One of the most frequently asked questions is “Why Hindus wear dot on the forehead?”. It is one custom which has been part of tradition that can be traced back to remote antiquity. Anytime a curious non-Indian meets an Indian, this is a question they have always genuinely wanted to know the answer for. It is so common that it has to be on Google suggestions list:
But Indians, understandably, take the “dot on forehead” for granted, don’t think much about it, therefore don’t have a good answer. Also, many Indians are disconnected & distanced from their heritage, thanks to the stranglehold of Colonial & Marxist ideologies on society. No wonder then, when my employer graciously offered a forum to enhance cultural awareness among the diverse groups of employees, it is these ill-informed Indians who showed up to represent India and answer some of these questions. It will be preferable if only we will just admit our ignorance instead of infecting others with it. With some extra effort googling, they could have come up with a decent response, like the one below. After skipping a few pages of tripe in Google search results, found this one to be closer to my understanding:
The third-eye “ajna” chakra is represented using the dot between the eyebrows (slightly above). This is the original intent and purpose. … Overtime people generally forgot the original meaning and just maintained the tradition as an aesthetic, beauty mark. In the meantime they also developed various decorative marks to indicate activity, affiliations and social situation. It became just a fashion with an amazing variety available mainly for women now. This practice also spread to other parts of Asia mainly just as a fashion. With the proliferation of new styles and meanings, the original meaning became less important and almost forgotten. … it represents the ajna chakra and applying the mark is supposed to make you aware of your inner potential which you need to explore – that is the intent. [Edited. See full response at Religious Forums.]
Ajna [ājňā] chakra is situated between the eyebrows and slightly above the eyebrow level, as mentioned in the quote above. This is also known as the third-eye chakra, which is the ‘inner’ eye that enables us to ‘look’ within. Ajna means command, power, authority (see more). More details about the chakra-s in a future post.
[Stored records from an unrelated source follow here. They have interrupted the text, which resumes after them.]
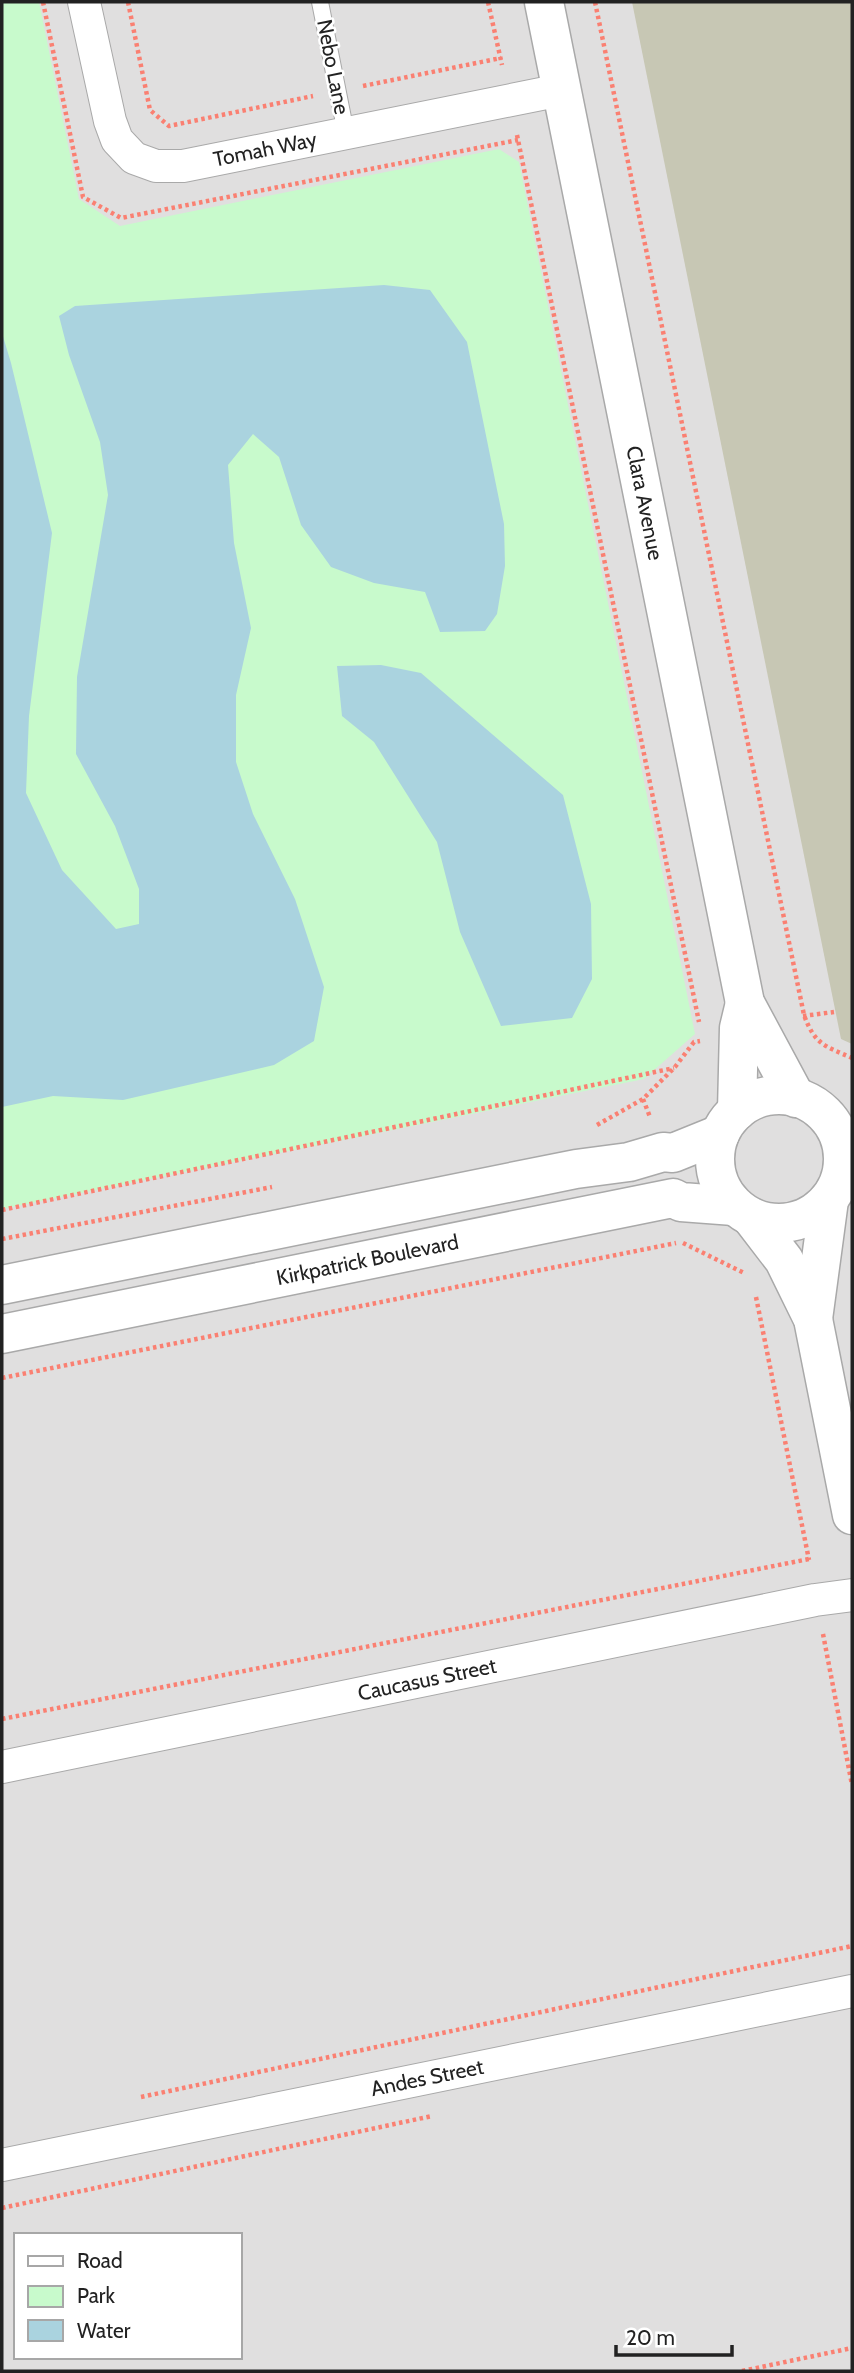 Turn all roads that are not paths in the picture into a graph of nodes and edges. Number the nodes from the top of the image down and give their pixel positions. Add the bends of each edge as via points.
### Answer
1 (84, 2) edge
2 (320, 2) edge
3 (544, 2) edge
4 (561, 90) junction
5 (346, 133) junction
6 (745, 1003) junction
7 (796, 1098) junction
8 (841, 1122) edge
9 (729, 1123) junction
10 (840, 1185) edge
11 (743, 1211) junction
12 (2, 1285) edge
13 (813, 1318) junction
14 (2, 1334) edge
15 (852, 1515) edge
16 (852, 1595) edge
17 (2, 1768) edge
18 (852, 1991) edge
19 (2, 2165) edge

1 - 5 street, Tomah Way via 110,121 117,140 134,158 156,166 183,166
2 - 5 lane, Nebo Lane
3 - 4 street, Clara Avenue
4 - 5 street, Tomah Way
4 - 6 street, Clara Avenue
6 - 7 street, Clara Avenue
6 - 9 street, Clara Avenue
7 - 8 street
7 - 9 street via 775,1095 755,1100
8 - 10 street
9 - 11 street via 716,1147 715,1168 721,1188
9 - 12 street via 673,1153
10 - 11 street via 813,1213 794,1222 772,1223
10 - 13 street
11 - 13 street via 784,1260
11 - 14 street, Kirkpatrick Boulevard via 673,1198
13 - 15 street
16 - 17 street, Caucasus Street
18 - 19 street, Andes Street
Let us see what we can learn from the word ‘bindi’ (alternate spelling: ‘bindhi’). Bindi comes from the word Bindu which means point, among other possible meanings. Bindu, in this instance, is the point, the source from where Universe is manifested and later rolls back into, cyclically. This bindu is represented in the middle of yantra-s by a dot, as seen in the Sri Yantra image here. Applying bindi symbolizes bindu, the point from which everything originates and goes back to. At the end of every cycle, when there is no material manifestation in the cosmos, only ‘thing’ that still exists by itself, with bindu, is AUM or OM. OM is not a word, but it is the primordial sound vibration, called nAdha brahman, also known as pranava. So, this connects together ajna, bindu & OM. Ajna chakra’s beeja mantra is OM, for that reason, appropriately. More about OM in a future post. Hence, applying bindi is our daily ritual that reminds us of our divinity and relation with The Source. It is also recommended that we use the right-hand ring finger for applying bindi, as that finger is connected to ajna chakra.
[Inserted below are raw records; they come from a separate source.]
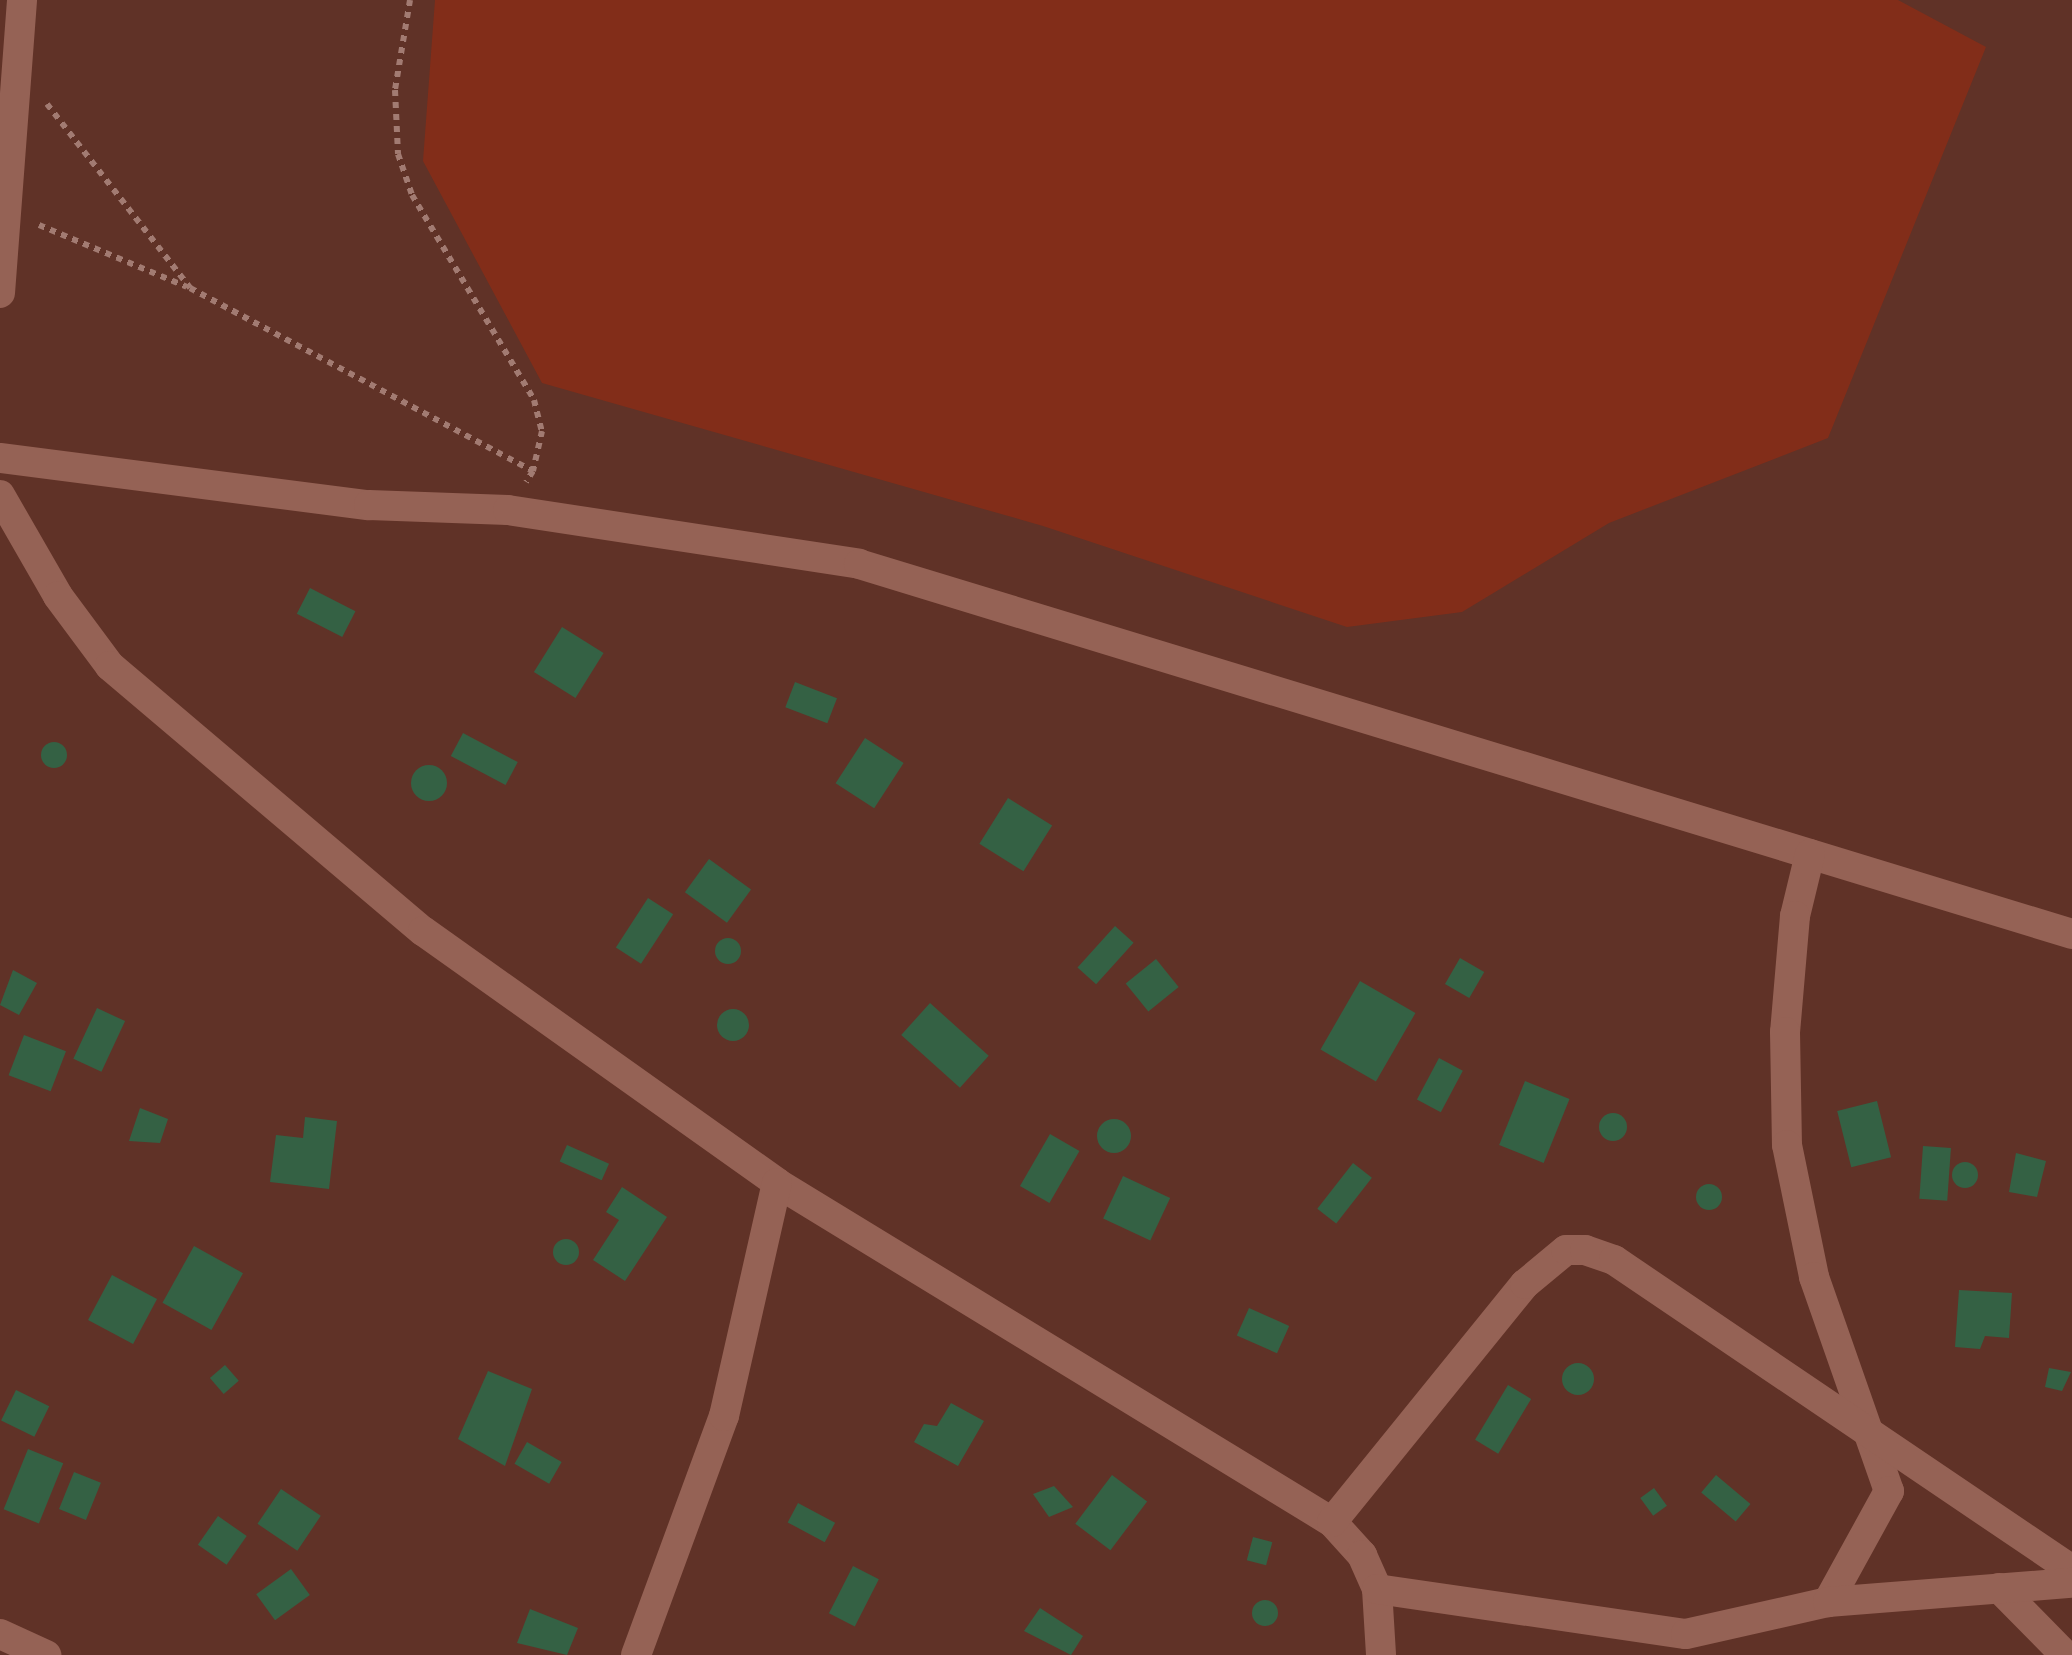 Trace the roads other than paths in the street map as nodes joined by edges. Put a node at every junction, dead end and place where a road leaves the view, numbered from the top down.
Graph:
1 (22, 0) edge
2 (0, 293) edge
3 (0, 458) edge
4 (0, 495) edge
5 (1810, 854) junction
6 (2072, 934) edge
7 (777, 1183) junction
8 (1874, 1442) junction
9 (1332, 1522) junction
10 (2072, 1570) edge
11 (2072, 1583) edge
12 (1999, 1588) junction
13 (1377, 1589) junction
14 (1828, 1602) junction
15 (0, 1634) edge
16 (1688, 1644) edge
17 (46, 1655) edge
18 (636, 1655) edge
19 (1381, 1655) edge
20 (2066, 1655) edge

1 - 2 street
3 - 5 street
4 - 7 street
5 - 6 street
5 - 8 street
7 - 9 street
7 - 18 street
8 - 9 street
8 - 10 street
8 - 14 street
9 - 13 street
11 - 12 street
12 - 14 street
12 - 20 street
13 - 16 street
13 - 19 street
14 - 16 street
15 - 17 street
ॐकारं बिन्दु संयुक्तं नित्यं ध्यायन्ति योगिनः ।
कामदं मोक्षदं चैव ॐकाराय नमो नमः ॥
OMkAraM bindu saMyuktaM nityaM dhyAyanti yoginaH |
kAmadaM mokShadaM chaiva OMkArAya namo namaH ||
OM that is together with The Source point, on which the yogis meditate,
provides wish-fulfillment, liberates from the cycle of birth & death, etc
salutations to OM
By the practice of applying bindi we are encouraged to focus on the ajna chakra and chant OM beeja mantra, for liberation.
Hindus tend to ascribe divinity to everything, everywhere. Just as we realize our own divinity and recognize the same in other people, we also see all manifested forms imbued with the same divine principle. Because of this, bindi is applied not just on humans, but on everything from pets, cattle, elephants, books, door frames all the way to computers, monitors, automobiles, and so on. In case you missed while watching the movie, check out the nAmam on na’vi!
Is it OK if I wear bindi?
This is a question often asked by those who want to wear bindi occasionally as a fashion accessory. Some Indians have opined that it is cultural appropriation if White people wear bindi. My opinion is, it is not OK if worn with the intention of mocking, as a racist insult or just as a joke – in these cases it is indeed cultural appropriation. This is pretty much in the same category as wearing Native American costume – seriously insulting. When bindi is worn with no foul intent, it should be fine. Just be aware of what bindi represents: you are divine, not a born sinner. If that contradicts with your ideas of god & religion, it is better to avoid bindi. Let wearing bindi represent that you are ready for a profound change in your worldview which begins by acknowledging your inherent divinity. Also be aware that wearing bindi might make you a target of persecution and violence by racial & religious supremacists, including even in certain parts of India – see Dotbusters, persecution & terrorism.